Flávio Dutra – A fotografia é sempre um ponto de vista. Nunca é só uma informação, mas também opinião. Embora a fotografia apresente tais lógicas, ela nunca elucida as relações, pois é sempre uma perspectiva que quer constituir um sentido. Por exemplo, em relação às imagens das manifestações contra o aumento da passagem de ônibus em Porto Alegre, houve um momento em que a imprensa fez uma autocrítica da própria cobertura, em que num primeiro momento dava-se ênfase à “baderna”, mas houve outro momento em que se percebeu que não era só isso, quando então mudou o rumo. O que primeiro tentou se mostrar era a pichação, a violência, o confronto, e isso é o ponto de vista a que me refiro. A fotografia, por um vício de origem, um meio mecânico que mostra o mundo, dá uma certa aparência de que o que está sendo mostrado é o real. E sabemos que não é o real, mas uma perspectiva.

IHU On-Line – O senhor considera que há diferenças entre ver e olhar? Quais?

Flávio Dutra – Essa é uma discussão filosófica bastante longa. Eu tenho a tendência de pensar o “ver” e “olhar” em uma perspectiva de profundidade. A visão é um dos sentidos mais funcionais, um dos mais atentos que temos, do qual mais dependemos. Porém, ao mesmo tempo penso que é o mais mal utilizado porque usamos a visão de uma maneira muito funcional. Uma frase comum pode nos ajudar a pensar isso: “olhar com os olhos de quem quer ver”. Penso que existe alguma diferença e isso está na vontade de aprofundar o que se olha. 

IHU On-Line – Como o senhor pensa a ideia de que as imagens também nos olham?

Flávio Dutra – Não sei como pensar isso de que as imagens nos olham. Mas posso pensar que as imagens nos formam e acho que elas são importantes para a nossa formação. Nesse sentido, aprender a olhar faz com que vejamos de forma diferente, pelo menos quando temos a intenção de fazer isso. Aí consigo me aproximar da ideia de que as imagens nos compõem. No entanto, acho que é um exercício que fazemos pouco e aprendemos a fazer pouco. Em geral olhamos para as imagens como olhamos para o mundo, que é procurando a informação. Pensamos pouco como as imagens se constituem e é nisso que eu acho que termina sendo formado pela imagem, criando essa contrapartida.

IHU On-Line – Em que medida a fotografia nos ajuda a compreender melhor o mundo em que vivemos?

Flávio Dutra – Dentro de toda essa discussão que a tela é sempre um ponto de vista e que tem um sentido colocado por alguém que a produz, colocado pelas rotinas de produção de quem as produzem, seja no jornal, no museu, em uma exposição, creio que a imagem deve ser vista desta forma.
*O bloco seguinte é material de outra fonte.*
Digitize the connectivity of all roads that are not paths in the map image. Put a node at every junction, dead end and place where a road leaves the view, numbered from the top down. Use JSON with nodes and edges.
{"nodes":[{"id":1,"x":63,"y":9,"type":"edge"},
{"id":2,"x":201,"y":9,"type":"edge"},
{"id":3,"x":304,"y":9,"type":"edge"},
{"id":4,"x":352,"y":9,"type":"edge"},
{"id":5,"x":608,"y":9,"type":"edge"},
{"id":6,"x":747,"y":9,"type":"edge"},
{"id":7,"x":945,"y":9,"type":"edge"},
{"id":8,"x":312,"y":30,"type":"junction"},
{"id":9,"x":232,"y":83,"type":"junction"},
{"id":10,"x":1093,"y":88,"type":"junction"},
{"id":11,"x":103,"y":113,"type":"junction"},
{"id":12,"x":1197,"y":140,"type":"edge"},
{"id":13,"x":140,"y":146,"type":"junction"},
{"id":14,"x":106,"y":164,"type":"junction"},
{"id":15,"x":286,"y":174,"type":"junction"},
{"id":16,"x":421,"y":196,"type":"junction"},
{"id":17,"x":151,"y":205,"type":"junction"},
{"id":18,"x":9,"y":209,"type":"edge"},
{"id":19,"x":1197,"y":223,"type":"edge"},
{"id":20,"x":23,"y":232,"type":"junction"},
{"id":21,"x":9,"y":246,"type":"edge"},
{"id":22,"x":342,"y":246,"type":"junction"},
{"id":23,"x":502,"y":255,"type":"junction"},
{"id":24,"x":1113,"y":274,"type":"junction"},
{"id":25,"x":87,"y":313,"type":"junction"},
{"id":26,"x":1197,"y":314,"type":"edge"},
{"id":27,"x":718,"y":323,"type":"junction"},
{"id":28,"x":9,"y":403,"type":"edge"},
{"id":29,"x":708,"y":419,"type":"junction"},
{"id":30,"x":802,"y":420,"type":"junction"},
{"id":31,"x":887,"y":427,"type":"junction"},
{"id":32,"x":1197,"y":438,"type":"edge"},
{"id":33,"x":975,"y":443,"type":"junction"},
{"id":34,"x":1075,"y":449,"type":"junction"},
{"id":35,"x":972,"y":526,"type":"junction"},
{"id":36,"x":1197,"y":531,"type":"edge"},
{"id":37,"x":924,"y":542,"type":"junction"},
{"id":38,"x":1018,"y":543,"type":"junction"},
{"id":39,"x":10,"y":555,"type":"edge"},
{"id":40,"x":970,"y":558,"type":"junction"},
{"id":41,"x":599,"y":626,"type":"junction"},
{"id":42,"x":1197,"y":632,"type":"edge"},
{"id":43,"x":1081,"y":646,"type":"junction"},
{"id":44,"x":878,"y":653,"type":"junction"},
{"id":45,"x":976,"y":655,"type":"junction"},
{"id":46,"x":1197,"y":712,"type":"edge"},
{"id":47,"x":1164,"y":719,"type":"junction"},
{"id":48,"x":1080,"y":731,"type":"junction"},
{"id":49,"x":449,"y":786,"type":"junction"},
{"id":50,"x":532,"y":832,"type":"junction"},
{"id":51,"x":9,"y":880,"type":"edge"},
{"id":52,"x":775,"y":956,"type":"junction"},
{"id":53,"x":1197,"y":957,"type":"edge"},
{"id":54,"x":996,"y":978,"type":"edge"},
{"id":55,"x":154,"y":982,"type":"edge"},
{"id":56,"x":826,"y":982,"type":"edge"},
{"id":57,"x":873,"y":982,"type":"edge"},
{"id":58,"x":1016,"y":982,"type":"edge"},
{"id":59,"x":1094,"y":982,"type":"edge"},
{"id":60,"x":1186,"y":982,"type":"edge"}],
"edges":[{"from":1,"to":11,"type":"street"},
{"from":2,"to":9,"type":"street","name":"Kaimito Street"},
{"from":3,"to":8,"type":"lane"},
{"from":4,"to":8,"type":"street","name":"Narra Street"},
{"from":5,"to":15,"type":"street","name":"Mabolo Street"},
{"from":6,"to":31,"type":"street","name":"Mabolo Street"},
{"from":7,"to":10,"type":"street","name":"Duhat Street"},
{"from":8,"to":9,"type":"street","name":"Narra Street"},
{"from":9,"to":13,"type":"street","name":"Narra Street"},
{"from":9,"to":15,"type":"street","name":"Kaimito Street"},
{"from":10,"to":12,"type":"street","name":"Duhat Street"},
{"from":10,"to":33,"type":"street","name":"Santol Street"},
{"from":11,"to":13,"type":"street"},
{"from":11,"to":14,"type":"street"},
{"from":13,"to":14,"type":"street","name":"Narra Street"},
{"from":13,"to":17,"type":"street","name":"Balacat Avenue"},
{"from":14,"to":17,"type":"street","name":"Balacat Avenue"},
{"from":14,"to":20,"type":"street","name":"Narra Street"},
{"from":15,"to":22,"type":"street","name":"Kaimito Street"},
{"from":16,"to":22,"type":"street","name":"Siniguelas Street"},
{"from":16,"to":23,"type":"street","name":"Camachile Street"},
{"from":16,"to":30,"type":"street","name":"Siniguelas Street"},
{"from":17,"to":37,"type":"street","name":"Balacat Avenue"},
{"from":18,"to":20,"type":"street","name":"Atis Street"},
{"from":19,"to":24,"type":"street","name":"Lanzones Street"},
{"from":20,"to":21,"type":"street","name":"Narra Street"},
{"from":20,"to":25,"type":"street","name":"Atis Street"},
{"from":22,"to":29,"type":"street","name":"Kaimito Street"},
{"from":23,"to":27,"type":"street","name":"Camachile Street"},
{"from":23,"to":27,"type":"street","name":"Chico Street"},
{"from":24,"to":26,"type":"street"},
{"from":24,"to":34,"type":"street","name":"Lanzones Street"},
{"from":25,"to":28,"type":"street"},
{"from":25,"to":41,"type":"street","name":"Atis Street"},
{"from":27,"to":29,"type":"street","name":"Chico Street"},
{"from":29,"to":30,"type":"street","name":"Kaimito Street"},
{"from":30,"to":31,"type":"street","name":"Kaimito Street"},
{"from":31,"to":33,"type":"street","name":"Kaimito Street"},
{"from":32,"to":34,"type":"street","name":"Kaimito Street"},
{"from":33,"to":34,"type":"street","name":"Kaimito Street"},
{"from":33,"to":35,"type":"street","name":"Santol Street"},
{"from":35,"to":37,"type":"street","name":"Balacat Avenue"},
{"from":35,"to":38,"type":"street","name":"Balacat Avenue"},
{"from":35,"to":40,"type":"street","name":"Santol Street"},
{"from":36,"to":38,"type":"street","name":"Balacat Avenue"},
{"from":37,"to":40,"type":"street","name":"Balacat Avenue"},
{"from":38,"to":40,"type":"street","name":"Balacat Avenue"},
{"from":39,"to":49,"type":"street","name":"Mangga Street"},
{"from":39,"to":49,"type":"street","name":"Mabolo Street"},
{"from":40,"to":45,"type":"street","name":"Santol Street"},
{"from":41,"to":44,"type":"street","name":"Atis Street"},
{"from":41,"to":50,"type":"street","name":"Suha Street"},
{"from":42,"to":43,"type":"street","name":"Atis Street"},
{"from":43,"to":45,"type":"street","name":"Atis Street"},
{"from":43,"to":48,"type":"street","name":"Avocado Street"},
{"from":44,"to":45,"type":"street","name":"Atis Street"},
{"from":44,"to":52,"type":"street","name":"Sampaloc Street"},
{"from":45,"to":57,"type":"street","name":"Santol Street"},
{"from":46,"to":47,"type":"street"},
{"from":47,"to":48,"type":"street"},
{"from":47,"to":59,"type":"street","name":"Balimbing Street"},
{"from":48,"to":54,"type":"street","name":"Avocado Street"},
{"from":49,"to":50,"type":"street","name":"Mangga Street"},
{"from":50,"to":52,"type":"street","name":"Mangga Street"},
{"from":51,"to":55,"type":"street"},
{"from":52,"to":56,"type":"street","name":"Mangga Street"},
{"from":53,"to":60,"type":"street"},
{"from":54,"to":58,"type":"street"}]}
Mas se pensarmos ela apenas como informação, então acho que não. 

IHU On-Line – Considera que há uma maneira mais “adequada” de ver as imagens? Qual?

Flávio Dutra – É a maneira pela qual devemos olhar qualquer discurso. Que é uma maneira atenta, crítica e que desfaz o vício de origem da condição de real. A fotografia briga demais com a relação da suposta reprodução do real. Ter a noção de que ela não tem essa fidelidade é uma maneira ideal de ver as imagens com uma qualidade diferente. Isso tanto do ponto de vista de quem olha as imagens, mas também de quem produz. Sempre que a fotografia tenta imitar o mundo, do ponto de vista da produção, ela faz isso mal.